--- STORED DATA Enclosed Below ---

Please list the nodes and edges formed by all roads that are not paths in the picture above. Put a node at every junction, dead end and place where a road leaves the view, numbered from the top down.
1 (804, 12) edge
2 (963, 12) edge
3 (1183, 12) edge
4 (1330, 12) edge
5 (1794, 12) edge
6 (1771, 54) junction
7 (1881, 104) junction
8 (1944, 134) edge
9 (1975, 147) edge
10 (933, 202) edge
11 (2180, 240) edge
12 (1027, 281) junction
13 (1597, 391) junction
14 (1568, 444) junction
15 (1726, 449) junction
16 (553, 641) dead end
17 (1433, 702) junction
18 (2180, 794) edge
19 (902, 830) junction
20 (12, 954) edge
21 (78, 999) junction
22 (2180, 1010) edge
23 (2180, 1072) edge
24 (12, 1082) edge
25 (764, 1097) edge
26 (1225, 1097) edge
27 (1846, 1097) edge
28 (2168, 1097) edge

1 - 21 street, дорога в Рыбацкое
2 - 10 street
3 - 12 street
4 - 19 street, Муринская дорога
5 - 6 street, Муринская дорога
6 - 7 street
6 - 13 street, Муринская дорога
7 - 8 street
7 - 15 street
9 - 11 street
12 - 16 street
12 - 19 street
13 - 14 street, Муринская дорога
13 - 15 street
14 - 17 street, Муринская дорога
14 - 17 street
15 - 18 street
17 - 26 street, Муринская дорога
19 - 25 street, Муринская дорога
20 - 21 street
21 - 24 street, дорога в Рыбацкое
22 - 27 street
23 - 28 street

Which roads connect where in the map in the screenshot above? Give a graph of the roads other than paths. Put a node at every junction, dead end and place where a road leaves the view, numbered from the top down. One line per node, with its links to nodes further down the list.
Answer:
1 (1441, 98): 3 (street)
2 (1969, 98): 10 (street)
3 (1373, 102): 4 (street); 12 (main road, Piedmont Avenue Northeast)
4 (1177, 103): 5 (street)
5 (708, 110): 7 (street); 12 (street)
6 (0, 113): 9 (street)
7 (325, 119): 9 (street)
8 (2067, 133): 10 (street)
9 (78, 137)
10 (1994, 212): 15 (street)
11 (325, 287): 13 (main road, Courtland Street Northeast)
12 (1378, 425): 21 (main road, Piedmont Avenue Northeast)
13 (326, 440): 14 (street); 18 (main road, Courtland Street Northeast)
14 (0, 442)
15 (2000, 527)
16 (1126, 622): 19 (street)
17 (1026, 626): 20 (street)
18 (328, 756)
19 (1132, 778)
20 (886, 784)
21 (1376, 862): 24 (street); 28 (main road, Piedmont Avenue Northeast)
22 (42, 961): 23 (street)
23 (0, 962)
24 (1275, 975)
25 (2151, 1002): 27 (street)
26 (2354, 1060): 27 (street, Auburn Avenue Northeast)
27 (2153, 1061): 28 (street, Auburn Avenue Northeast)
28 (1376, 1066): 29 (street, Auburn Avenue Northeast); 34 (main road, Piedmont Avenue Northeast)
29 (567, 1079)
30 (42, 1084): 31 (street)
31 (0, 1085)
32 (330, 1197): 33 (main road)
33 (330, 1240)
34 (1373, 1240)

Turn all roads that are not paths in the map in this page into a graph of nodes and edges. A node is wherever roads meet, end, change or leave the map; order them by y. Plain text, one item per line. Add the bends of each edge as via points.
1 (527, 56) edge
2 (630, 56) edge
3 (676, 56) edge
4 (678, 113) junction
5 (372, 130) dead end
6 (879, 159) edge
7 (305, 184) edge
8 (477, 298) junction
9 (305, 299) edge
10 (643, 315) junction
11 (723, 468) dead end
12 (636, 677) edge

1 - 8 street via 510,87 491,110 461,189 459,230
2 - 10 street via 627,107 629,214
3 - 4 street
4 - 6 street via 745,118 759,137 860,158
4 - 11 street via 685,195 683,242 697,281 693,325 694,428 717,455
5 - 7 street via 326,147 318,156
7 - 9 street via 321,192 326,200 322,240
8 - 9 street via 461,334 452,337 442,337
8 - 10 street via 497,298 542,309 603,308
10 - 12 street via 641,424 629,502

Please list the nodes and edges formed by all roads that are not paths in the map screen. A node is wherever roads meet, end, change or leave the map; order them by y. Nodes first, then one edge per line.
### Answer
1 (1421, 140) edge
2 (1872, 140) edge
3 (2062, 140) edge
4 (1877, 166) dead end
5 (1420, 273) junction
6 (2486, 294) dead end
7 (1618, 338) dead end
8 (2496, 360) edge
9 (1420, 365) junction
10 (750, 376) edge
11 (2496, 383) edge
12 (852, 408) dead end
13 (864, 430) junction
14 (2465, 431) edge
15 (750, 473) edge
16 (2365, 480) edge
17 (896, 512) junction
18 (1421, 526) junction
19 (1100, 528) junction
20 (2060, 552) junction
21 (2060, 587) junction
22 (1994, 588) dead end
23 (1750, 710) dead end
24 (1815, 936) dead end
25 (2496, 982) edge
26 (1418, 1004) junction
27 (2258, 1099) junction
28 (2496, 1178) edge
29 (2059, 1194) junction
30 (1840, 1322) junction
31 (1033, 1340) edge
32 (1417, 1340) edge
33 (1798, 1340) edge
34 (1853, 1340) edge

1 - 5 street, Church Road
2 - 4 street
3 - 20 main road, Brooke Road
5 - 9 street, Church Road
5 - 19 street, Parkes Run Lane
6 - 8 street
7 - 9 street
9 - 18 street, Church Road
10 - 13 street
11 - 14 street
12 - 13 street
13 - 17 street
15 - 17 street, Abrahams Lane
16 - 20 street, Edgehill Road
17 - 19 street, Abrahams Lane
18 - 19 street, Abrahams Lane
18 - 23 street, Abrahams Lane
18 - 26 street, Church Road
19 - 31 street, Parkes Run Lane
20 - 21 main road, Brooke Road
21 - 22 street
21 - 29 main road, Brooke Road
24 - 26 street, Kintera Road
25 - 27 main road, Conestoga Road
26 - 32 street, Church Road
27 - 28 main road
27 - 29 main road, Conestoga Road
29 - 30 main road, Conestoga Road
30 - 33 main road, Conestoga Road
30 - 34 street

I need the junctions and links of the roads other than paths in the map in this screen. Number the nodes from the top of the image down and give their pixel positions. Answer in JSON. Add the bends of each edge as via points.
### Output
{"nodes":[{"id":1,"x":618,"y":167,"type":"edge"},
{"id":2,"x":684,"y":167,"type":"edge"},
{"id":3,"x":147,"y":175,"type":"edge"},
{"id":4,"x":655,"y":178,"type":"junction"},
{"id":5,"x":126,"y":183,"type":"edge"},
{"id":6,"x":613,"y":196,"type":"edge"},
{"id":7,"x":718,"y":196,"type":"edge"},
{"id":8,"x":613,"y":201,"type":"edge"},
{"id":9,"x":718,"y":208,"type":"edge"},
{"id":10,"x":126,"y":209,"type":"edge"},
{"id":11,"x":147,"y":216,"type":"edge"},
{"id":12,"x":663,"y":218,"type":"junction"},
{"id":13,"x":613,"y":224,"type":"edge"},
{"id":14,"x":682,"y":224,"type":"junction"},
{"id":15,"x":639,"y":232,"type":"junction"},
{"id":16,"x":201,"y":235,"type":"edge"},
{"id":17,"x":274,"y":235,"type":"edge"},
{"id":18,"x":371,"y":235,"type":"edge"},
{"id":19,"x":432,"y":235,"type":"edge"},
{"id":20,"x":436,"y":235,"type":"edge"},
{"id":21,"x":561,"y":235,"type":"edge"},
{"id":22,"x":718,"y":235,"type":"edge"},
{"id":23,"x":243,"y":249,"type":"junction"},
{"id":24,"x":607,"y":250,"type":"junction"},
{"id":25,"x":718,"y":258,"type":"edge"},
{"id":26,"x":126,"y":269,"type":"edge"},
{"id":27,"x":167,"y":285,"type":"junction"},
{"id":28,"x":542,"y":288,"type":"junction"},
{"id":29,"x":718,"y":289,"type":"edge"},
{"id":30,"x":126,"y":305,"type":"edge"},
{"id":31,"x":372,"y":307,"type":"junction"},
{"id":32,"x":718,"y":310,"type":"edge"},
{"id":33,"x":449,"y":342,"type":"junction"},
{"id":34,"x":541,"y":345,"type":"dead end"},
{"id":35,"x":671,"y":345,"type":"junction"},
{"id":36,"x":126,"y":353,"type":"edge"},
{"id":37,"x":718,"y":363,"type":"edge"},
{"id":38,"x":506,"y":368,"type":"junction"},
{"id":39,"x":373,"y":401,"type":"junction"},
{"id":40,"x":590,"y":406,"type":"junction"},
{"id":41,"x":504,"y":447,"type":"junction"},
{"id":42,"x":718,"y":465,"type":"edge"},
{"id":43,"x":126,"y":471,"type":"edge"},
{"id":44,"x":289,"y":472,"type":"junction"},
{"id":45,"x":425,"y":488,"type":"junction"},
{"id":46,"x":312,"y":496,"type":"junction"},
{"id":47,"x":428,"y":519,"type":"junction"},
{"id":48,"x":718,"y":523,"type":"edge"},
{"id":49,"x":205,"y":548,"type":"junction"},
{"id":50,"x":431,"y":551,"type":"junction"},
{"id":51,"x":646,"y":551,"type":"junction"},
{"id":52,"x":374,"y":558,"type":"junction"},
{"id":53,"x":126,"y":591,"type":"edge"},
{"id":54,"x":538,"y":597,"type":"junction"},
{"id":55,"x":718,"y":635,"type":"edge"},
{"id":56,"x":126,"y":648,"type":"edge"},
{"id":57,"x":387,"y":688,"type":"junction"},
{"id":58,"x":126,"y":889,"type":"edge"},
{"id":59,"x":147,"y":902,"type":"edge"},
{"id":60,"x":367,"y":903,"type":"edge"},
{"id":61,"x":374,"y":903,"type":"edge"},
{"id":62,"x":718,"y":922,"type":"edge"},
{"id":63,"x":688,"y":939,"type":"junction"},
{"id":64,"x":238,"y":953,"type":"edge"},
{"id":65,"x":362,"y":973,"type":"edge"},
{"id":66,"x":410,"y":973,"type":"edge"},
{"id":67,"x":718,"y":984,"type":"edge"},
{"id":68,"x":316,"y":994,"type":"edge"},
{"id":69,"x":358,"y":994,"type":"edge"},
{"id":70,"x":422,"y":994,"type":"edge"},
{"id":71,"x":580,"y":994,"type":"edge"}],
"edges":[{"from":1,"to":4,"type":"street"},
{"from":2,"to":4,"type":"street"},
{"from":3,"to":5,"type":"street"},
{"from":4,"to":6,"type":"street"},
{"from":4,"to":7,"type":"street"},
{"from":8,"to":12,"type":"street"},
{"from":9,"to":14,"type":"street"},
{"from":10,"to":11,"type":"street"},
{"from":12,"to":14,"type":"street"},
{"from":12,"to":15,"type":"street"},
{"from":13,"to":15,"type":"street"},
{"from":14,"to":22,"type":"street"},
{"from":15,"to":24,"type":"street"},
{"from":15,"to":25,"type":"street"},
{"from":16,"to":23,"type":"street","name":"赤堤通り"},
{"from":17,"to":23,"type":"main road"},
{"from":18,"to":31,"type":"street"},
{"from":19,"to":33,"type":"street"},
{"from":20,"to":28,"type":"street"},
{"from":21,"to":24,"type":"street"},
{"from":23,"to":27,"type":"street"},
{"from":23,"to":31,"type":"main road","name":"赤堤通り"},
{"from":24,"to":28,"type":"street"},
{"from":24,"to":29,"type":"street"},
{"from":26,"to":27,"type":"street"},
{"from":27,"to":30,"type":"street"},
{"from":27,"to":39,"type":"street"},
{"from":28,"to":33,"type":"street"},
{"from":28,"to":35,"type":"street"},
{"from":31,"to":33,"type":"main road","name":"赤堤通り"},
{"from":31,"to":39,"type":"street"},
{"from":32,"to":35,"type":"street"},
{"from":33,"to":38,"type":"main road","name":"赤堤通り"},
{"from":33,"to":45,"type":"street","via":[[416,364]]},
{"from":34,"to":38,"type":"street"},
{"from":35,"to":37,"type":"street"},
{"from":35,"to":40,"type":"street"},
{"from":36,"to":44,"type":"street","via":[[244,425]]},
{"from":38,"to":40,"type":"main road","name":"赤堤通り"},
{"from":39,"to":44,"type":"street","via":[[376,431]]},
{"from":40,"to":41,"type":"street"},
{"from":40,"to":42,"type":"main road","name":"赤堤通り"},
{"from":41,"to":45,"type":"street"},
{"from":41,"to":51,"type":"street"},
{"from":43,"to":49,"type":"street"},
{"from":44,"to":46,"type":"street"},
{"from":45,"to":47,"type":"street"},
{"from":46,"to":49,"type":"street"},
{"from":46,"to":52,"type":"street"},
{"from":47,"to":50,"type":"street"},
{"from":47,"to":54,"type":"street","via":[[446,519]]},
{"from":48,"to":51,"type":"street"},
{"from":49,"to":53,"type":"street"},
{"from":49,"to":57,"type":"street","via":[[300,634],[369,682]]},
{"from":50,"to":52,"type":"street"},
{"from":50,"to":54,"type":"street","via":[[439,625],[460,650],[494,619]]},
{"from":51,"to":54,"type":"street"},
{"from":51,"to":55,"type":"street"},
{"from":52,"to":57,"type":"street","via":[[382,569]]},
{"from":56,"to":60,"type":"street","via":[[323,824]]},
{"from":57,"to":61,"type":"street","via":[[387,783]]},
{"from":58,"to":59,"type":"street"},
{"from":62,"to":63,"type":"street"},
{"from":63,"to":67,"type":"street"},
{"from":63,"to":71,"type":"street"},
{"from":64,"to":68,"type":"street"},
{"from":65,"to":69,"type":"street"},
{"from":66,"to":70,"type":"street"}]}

--- End of Enclosed STORED DATA ---

WORK ITEM: Look over the records. Copy the lines that include the word "them".

THE ANSWER:
Turn all roads that are not paths in the map in this page into a graph of nodes and edges. A node is wherever roads meet, end, change or leave the map; order them by y. Plain text, one item per line. Add the bends of each edge as via points.
Please list the nodes and edges formed by all roads that are not paths in the map screen. A node is wherever roads meet, end, change or leave the map; order them by y. Nodes first, then one edge per line.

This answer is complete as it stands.